Experimental Methods: Noble gas isotopes (He, Ne, and Ar) are analyzed by noble gas mass spectrometry at the University of Bern following procedure described earlier [2,3]. Analyses of the cosmogenic radionuclides (¹⁰Be, ²⁶Al, ³⁶Cl, and ⁴¹Ca) are performed at the DREsden Accelerator Mass Spectrometry facility (DREAMS, [4]) adapted from procedures described in [5].
Results: So far, 17 samples have been analyzed for the noble gas; 6 of them have also been investigated for their cosmogenic radionuclide contents. We observed a wide range of noble gas and radionuclide concentrations (more than one order of magnitude). The noble gas and radionuclide concentration correlate, indicating the reliability of the analysis despite low concentrations. Combining the data with model calculations indicate a preatmospheric radius in range of 1 to 10 meters. Considering an average density of about 8 g/cm³ and assuming a spherical object, the Twannberg preatmospheric mass was greater than at least 33 tons.

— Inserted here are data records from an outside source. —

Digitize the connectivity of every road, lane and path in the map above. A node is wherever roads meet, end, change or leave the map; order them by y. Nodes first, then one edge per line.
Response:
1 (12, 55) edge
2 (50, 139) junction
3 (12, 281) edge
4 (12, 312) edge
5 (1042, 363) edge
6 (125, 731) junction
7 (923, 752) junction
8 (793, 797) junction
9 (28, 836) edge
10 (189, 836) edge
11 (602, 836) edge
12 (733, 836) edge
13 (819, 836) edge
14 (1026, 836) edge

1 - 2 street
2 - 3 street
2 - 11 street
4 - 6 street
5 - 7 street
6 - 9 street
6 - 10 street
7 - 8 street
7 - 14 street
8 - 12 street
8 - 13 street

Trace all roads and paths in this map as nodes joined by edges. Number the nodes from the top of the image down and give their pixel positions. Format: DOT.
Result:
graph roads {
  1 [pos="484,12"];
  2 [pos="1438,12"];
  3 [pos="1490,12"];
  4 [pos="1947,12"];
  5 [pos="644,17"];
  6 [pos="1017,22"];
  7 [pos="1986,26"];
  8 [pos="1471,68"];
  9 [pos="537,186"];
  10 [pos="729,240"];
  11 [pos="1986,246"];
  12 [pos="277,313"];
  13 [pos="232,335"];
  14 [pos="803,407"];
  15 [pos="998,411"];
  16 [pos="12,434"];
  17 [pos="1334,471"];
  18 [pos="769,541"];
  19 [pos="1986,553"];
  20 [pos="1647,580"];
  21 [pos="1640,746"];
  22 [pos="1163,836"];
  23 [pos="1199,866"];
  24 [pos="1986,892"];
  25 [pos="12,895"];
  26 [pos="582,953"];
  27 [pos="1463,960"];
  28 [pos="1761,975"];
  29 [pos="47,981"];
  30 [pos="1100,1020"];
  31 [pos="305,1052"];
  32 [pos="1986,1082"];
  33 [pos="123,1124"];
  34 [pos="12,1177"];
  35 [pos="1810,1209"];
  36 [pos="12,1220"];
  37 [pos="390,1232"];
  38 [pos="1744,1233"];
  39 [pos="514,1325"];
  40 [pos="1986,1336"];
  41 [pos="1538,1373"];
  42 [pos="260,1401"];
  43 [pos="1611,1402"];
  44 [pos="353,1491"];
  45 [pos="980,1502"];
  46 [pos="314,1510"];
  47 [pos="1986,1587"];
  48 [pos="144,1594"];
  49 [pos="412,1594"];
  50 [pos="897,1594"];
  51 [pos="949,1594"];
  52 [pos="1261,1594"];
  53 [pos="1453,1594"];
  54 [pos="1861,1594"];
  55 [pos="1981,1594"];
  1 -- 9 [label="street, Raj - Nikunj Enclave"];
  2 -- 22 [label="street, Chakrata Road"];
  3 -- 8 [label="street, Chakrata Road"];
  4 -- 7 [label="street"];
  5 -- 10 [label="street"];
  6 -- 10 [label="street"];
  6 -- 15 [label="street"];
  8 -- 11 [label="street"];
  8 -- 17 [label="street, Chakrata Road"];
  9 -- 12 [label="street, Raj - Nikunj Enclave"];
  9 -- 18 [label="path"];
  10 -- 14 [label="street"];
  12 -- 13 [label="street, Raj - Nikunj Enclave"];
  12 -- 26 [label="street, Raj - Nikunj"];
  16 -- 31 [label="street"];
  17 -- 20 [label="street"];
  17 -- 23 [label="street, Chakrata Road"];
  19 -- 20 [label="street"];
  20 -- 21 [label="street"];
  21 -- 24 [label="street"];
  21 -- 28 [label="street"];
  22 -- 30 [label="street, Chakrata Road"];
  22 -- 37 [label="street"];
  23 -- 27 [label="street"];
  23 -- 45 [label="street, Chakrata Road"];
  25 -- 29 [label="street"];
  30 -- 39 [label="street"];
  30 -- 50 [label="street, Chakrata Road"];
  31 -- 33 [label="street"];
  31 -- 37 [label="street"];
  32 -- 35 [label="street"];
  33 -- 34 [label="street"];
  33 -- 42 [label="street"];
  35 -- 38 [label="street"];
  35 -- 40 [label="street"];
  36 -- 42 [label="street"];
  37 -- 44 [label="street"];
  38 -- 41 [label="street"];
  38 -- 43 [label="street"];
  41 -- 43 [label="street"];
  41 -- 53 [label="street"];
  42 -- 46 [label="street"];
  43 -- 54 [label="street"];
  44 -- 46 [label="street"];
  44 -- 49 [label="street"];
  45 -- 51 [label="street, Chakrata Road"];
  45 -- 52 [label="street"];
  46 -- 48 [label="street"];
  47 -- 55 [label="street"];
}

The CRE age has been determined using the ³⁶Cl-³⁶Ar method [6]. The average CRE age is 243±64 Ma, which is in the range of typical CRE ages for iron meteorites [7] and which is in good agreement with the adopted age of 230±50 Ma found previously [1]. The average terrestrial age based on the ³⁶Cl/¹⁰Be-¹⁰Be systematics is 88±38 ka, indicating that the meteorite fell during the last glaciation, the Würm event (~110-15 ka), but before the maximum glaciation at 24 ka. We expect ⁴¹Ca measurements soon, which will help to further pin down the terrestrial age of the Twannberg meteorite and bring the fall into context of glacial events, as suggested by geological indicators [1].
References: [1] Hofmann B. et al. 2009. Meteoritics and Planetary Science 44:187-199. [2] Ammon K. et al. 2008. Meteoritics and Planetary Science 43:685-699. [3] Ammon K. et al. 2011. Meteoritics and Planetary Science 46:785-792. [4] Akhmadaliev S. et al. 2013. Nuclear Instruments and Methods in Physic B 294:5-10. [5] Merchel S. and Herpers U. 1999. Radiochimica Acta 84:215-219. [6] Lavielle B. et al. 1999. Earth and Planetary Science Letters 170:93-104. [7] Eugster O. 2003. Chemie der Erde-Geochemistry 63:3-30.
Acknowledgments: This work is supported by the Swiss National Science Foundation. We thank all the ion beam center members in Dresden for their precious help. This study is heavily based on a close cooperation with enthusiastic meteorite hunters.